The Desk Dock has a USB port for connecting to the phone, two USB 3.0 ports for a keyboard, mouse, or other accessories, a DisplayPort for your monitor, and an Ethernet jack for a more reliable internet connection. The dock can also serve as a fast charger for topping of your phone’s battery when it’s connected to the Desk Dock.
HP also offers a Mobile Extender which looks like a laptop… and kind of works like one… although a better comparison might be Motorola’s discontinued Lapdock or the old Palm Foleo.
The Mobile Extender has a 12.5 inch, 1920 x 1080 pixel display with thin bezels around the edges and a full-sized keyboard. There’s also a 48 Wh battery in the case. But the Mobile Extender does not have a processor, memory or storage.
HP says the laptop dock weighs about 2.2 pounds, masking it as compact as an ultrabook.

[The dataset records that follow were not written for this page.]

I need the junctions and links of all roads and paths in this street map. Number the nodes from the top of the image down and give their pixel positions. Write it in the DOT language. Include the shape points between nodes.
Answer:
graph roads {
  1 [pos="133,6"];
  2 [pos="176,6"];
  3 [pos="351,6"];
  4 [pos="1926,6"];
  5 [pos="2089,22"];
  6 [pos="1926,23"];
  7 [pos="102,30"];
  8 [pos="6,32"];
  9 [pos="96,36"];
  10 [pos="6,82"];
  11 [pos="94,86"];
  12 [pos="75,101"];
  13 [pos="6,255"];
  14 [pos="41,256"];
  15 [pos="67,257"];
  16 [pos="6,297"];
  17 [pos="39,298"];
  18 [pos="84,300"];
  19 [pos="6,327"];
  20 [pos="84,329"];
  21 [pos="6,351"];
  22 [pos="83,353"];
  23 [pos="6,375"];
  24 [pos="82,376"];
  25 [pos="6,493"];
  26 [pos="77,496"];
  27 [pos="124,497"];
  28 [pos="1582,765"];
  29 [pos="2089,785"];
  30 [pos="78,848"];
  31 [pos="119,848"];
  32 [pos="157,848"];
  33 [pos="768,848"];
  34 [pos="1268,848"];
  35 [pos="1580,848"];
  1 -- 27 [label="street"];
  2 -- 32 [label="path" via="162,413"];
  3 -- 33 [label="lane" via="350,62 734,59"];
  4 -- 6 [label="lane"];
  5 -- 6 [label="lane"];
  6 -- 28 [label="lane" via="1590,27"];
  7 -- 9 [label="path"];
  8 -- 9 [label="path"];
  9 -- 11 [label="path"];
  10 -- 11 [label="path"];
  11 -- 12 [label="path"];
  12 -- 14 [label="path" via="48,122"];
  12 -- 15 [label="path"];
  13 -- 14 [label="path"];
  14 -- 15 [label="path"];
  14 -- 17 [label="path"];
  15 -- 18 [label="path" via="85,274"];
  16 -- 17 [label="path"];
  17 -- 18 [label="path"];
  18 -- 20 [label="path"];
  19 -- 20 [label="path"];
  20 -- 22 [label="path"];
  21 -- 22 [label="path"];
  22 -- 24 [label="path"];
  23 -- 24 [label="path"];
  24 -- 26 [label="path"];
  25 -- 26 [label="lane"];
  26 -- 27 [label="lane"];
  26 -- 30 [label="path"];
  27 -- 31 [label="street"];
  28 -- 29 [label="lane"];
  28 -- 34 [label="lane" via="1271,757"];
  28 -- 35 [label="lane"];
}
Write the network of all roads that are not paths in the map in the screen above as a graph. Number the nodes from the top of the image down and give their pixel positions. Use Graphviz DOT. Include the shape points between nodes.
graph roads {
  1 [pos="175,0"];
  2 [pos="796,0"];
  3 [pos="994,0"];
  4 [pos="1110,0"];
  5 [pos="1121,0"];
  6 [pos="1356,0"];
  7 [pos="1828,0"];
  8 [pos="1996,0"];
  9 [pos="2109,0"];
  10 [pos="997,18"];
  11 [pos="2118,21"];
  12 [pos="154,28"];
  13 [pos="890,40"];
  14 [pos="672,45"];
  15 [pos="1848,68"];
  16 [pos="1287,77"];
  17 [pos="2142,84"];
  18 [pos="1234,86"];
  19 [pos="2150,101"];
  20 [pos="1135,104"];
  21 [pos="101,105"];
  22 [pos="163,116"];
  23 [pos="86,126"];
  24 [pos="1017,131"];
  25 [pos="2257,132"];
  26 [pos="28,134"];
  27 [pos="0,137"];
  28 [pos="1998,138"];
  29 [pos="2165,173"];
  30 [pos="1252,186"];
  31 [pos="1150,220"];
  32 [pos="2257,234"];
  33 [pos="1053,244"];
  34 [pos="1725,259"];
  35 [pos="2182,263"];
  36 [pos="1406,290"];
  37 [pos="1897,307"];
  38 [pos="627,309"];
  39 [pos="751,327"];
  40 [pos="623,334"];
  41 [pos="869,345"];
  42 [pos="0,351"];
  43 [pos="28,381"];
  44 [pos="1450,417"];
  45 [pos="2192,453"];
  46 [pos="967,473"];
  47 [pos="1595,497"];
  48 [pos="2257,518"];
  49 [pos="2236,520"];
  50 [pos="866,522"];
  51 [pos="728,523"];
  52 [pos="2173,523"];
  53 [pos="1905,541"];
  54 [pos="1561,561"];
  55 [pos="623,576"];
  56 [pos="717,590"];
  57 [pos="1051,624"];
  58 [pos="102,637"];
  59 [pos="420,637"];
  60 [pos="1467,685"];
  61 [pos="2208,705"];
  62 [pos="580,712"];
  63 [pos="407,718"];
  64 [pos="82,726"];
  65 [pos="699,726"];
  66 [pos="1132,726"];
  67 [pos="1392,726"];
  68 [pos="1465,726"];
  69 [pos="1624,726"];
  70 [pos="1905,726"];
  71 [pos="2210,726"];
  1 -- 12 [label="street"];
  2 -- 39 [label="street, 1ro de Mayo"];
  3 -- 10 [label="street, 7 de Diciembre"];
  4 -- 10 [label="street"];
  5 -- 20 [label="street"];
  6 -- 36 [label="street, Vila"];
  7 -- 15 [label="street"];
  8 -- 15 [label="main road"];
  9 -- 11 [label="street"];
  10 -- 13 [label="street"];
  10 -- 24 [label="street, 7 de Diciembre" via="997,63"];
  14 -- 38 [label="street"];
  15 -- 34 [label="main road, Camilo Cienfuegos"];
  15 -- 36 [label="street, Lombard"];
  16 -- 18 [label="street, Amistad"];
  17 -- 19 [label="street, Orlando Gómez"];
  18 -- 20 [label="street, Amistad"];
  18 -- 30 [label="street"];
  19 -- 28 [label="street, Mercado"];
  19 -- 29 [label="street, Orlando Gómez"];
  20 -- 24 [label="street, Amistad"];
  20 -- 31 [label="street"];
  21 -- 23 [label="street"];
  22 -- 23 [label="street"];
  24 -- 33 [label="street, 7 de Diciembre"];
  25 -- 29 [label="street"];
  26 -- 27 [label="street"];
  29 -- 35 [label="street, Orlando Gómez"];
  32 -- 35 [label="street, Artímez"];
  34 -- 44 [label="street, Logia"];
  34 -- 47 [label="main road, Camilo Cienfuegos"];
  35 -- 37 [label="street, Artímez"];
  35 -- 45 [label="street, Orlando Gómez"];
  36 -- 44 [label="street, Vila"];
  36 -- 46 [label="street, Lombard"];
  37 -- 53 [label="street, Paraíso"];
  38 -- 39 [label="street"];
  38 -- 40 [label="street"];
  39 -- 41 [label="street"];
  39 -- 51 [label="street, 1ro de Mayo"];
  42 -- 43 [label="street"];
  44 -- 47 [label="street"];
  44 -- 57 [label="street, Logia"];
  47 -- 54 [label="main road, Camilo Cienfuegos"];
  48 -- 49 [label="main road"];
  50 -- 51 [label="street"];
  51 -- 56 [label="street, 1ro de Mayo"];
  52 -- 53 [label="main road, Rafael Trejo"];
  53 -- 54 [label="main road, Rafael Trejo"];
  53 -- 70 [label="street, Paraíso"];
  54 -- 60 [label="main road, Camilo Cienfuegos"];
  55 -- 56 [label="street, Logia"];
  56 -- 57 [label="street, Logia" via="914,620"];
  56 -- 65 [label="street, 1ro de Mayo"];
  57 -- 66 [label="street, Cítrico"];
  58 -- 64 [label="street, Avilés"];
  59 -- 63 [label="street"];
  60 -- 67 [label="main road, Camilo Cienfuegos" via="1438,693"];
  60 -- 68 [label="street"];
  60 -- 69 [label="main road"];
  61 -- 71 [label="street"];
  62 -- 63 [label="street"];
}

Instead, the HP Elite x3 acts as the brains of the laptop. Connect it to the Mobile Extender with a USB Type-C cable and the extender can charge your battery while serving as a screen and keyboard for your phone, allowing you to run apps on a larger screen.
You can also use the Mobile Extender without wires. Keep your phone in your pocket and establish a wireless connection to treat the device as if it were a standalone laptop.
The Elite x3 also has a series of Pogo pins on the back of the phone, allowing it to work with third-party jackets or docking solutions. HP is hoping to work with other companies to develop a series of accessories before the phone launches later this year.
There’s just one problem: while Microsoft’s Continuum for Phone software in Windows 10 lets you connect your phone to an external display, keyboard, and mouse to view a Windows 10 desktop-style user interface, only Universal Windows apps are supported in this mode.
That means that you can use the latest versions of Microsoft Outlook, Word, and Excel… but you won’t be able to run older Windows apps that haven’t been converted to Universal apps. That leaves millions of applications that cannot run in this mode.
HP has a solution: virtualization.
The company has worked with Citrix to develop a system HP calls WorkSpace. IT administrators can upload off-the-shelf or custom Windows apps that their users need to a server. Then users in the field can load those programs on their devices.
WorkSpace won’t work when you’re offline. But as long as you’ve got a decent internet connection (and an IT department that’s using HP’s technology), you can effectively use your phone as a phone… and then connect it to a desktop or notebook dock to use it like a full-fledged PC that can run both modern and classic Windows applications.
HP is positioning the Elite x3 as a business device, but individual customers may be able to buy the phone when it goes on sale closer to August. Just don’t expect to be able to take advantage of that WorkSpace virtualization technology on your own… which is a shame, since it’s probably the most exciting thing about this phone.
Don’t get me wrong — on paper the phone’s hardware looks fantastic. But at this point Windows phones have a tiny market share which makes them a low priority for mobile app developers. So the best thing about this phone is probably its ability to run Windows software that’s not natively designed on phones. And that’s a feature that’s only really going to be available to enterprise customers for now.
HP is announcing the Elite x3 at Mobile World Congress this week and plans to discuss the smartphone and its ecosystem with potential partners in the coming months, before launching the phone this summer. Pricing will be revealed closer to the launch date, but HP says the cost of an Elite x3 plus the Mobile Extender laptop dock should be less than the cost of buying a business-class laptop and smartphone separately.